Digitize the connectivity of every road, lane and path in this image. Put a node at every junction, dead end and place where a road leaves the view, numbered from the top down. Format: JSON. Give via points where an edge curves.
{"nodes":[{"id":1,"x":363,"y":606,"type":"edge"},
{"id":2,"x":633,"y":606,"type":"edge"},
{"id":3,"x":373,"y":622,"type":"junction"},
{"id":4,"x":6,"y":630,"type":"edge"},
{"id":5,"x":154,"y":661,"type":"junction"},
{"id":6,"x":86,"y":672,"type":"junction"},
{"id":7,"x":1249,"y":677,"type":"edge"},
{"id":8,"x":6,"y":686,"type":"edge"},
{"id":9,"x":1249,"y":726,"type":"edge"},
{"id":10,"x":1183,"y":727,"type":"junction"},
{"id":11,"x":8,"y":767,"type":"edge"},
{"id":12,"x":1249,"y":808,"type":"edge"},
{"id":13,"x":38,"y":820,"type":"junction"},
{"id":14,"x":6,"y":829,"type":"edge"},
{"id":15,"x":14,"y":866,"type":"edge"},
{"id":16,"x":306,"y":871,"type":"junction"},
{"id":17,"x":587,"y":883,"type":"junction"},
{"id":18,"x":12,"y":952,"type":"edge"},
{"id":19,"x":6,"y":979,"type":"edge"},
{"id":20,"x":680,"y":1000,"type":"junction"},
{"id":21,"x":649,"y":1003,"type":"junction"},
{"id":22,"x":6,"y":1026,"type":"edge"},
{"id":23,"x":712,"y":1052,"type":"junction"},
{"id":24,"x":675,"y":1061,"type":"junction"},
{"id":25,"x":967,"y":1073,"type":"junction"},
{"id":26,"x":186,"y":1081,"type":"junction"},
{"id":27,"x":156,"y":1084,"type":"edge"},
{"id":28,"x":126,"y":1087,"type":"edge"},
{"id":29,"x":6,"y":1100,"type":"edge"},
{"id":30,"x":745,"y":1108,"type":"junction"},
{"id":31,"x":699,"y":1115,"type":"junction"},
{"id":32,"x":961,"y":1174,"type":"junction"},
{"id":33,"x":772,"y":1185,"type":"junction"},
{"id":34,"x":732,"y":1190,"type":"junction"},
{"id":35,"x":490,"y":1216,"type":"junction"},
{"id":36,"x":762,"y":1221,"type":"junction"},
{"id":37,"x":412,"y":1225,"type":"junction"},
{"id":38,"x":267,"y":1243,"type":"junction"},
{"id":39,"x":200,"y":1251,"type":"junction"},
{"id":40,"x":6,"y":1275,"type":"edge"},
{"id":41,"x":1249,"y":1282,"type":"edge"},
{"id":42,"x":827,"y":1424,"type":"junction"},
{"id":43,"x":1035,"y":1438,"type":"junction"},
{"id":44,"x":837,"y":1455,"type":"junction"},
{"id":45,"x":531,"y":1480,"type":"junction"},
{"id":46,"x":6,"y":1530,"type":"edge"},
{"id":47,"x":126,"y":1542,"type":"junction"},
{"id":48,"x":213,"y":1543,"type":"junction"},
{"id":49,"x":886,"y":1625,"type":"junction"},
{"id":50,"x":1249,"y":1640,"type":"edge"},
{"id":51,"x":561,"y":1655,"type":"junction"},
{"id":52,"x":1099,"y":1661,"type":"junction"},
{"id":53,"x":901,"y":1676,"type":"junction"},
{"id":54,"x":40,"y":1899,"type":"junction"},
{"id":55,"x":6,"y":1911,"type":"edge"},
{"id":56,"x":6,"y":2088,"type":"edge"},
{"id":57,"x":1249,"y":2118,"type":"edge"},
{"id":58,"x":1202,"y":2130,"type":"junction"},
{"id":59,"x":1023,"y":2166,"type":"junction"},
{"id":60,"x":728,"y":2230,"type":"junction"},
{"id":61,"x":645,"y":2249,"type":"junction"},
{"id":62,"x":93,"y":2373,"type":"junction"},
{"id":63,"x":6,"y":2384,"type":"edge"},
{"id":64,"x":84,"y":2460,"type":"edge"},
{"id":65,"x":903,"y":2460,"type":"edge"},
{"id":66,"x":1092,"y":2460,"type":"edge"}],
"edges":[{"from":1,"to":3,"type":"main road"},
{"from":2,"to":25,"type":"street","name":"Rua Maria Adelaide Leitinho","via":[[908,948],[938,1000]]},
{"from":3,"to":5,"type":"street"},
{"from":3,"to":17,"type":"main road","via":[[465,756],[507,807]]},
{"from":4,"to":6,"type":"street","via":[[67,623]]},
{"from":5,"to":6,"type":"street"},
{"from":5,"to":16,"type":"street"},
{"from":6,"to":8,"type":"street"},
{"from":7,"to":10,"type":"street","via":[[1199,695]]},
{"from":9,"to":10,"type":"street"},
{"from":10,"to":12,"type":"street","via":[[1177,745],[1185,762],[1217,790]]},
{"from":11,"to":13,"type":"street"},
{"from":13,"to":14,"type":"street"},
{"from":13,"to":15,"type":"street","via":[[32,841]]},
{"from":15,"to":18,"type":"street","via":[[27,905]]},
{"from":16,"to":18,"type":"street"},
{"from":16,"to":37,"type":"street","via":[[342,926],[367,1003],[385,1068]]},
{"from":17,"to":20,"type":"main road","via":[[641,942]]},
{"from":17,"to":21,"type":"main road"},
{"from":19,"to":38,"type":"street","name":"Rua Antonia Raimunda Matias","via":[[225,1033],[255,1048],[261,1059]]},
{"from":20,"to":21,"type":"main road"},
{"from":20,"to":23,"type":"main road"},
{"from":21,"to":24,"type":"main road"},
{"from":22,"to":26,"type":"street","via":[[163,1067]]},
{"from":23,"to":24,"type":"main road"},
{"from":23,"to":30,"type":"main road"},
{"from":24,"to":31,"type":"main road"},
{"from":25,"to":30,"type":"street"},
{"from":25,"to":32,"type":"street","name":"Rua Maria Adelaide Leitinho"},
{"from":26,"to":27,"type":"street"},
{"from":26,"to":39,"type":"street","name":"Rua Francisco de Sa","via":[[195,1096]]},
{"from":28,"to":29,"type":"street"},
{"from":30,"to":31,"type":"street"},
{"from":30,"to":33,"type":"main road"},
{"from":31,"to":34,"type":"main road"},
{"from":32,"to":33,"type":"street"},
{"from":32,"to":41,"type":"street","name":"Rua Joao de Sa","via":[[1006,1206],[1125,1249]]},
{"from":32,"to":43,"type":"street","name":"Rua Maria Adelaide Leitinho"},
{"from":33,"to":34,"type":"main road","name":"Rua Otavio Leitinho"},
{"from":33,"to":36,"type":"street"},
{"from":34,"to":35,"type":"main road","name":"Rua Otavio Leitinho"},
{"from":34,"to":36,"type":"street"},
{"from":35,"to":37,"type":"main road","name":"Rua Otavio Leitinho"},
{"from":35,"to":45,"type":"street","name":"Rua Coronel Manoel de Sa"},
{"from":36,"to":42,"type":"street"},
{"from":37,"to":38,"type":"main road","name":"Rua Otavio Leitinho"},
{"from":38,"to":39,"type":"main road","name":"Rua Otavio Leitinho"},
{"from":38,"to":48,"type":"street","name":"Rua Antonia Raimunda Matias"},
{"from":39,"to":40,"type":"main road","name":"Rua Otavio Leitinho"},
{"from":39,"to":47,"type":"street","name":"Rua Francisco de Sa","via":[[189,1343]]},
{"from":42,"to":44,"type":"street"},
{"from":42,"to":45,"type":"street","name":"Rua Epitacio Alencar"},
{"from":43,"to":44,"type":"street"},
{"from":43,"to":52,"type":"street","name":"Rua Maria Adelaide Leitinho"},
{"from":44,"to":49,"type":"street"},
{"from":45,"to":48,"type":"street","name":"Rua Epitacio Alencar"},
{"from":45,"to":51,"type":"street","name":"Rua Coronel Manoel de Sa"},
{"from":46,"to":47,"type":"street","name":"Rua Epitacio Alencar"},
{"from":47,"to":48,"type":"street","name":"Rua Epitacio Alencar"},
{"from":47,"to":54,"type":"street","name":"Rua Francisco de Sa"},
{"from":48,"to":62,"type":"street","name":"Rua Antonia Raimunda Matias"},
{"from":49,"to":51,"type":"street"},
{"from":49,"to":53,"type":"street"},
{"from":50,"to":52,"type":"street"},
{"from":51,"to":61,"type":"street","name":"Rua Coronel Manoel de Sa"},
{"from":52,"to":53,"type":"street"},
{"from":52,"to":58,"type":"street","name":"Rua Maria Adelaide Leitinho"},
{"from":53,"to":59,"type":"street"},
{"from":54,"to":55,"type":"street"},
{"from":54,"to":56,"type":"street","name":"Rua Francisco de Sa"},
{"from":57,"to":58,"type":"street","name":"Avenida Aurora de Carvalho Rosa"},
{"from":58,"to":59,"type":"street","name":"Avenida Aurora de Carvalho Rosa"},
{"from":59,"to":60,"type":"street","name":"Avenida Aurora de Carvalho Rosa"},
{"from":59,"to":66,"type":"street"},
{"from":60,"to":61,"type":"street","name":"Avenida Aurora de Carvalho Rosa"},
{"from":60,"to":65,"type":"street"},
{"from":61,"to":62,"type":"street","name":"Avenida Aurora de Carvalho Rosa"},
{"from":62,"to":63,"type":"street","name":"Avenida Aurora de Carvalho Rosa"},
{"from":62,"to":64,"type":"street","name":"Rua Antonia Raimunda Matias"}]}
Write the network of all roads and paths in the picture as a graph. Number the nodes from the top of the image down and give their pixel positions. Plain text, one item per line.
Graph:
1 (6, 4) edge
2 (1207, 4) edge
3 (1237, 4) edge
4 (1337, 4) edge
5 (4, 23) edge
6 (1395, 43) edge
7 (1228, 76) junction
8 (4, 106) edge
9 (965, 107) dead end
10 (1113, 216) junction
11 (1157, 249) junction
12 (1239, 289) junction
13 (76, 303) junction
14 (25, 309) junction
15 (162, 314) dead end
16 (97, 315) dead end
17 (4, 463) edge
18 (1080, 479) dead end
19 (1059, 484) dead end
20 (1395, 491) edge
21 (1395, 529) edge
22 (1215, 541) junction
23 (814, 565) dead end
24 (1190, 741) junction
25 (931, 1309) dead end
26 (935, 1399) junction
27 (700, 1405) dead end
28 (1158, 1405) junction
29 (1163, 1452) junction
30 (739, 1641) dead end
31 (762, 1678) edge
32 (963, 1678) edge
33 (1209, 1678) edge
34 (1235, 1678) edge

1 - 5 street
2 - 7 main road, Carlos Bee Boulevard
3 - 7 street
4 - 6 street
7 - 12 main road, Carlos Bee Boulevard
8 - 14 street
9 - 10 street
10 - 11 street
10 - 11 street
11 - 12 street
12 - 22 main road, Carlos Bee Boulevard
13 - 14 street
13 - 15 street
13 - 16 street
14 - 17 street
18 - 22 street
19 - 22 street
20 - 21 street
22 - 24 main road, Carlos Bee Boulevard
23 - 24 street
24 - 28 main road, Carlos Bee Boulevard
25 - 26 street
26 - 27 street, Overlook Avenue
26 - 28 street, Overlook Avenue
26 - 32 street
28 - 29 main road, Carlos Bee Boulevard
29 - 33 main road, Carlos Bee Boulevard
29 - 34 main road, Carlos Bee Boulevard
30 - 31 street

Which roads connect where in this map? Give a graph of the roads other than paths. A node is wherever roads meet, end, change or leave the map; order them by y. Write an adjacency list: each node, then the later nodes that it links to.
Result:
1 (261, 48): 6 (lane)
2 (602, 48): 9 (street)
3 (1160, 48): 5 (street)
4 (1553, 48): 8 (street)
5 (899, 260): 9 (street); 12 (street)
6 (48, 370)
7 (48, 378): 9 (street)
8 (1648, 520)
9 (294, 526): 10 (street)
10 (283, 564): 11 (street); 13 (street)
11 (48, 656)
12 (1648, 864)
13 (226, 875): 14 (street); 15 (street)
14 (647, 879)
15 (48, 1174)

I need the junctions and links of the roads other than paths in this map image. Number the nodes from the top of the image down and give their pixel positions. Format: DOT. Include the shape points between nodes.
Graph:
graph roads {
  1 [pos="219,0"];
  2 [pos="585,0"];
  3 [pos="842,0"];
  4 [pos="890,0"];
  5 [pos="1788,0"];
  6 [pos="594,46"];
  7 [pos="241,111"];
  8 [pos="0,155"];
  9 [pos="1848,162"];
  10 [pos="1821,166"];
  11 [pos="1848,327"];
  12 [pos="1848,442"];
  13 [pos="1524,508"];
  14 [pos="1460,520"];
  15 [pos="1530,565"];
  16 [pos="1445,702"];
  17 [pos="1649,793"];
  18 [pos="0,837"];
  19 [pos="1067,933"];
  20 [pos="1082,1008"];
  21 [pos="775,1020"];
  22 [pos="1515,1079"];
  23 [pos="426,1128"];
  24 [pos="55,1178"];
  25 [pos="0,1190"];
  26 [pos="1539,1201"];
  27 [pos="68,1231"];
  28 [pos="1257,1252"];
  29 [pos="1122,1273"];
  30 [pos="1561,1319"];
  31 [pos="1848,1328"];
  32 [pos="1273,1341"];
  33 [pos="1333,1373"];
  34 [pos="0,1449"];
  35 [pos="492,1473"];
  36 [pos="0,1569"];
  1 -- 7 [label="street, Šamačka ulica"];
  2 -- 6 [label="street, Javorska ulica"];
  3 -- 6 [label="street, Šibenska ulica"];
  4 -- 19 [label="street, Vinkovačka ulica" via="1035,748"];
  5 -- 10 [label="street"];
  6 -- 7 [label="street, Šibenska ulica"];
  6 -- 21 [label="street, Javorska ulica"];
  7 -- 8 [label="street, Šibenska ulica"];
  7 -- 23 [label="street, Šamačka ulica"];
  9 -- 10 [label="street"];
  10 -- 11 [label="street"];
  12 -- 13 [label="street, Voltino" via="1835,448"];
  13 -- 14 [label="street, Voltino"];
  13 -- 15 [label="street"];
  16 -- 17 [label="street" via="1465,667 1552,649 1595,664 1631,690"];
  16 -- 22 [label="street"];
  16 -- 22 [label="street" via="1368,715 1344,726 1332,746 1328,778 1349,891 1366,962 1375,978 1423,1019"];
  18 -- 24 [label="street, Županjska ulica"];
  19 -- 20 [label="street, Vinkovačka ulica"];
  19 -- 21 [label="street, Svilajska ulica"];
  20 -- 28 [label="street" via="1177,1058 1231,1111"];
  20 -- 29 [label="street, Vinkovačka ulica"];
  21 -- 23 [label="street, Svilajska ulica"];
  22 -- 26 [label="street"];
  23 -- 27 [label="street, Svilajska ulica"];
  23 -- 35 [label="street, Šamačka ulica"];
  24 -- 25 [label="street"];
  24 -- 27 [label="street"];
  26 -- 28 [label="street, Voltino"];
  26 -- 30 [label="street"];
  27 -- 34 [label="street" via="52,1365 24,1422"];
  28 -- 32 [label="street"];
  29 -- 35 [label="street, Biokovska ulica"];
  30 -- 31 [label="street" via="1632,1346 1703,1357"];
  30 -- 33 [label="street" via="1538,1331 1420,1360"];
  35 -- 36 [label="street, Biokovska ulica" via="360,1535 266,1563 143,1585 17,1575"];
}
---+---
> **What to produce**
Provide only the count of lines in the material above that hold the word "Carlos".

> **Response box**
8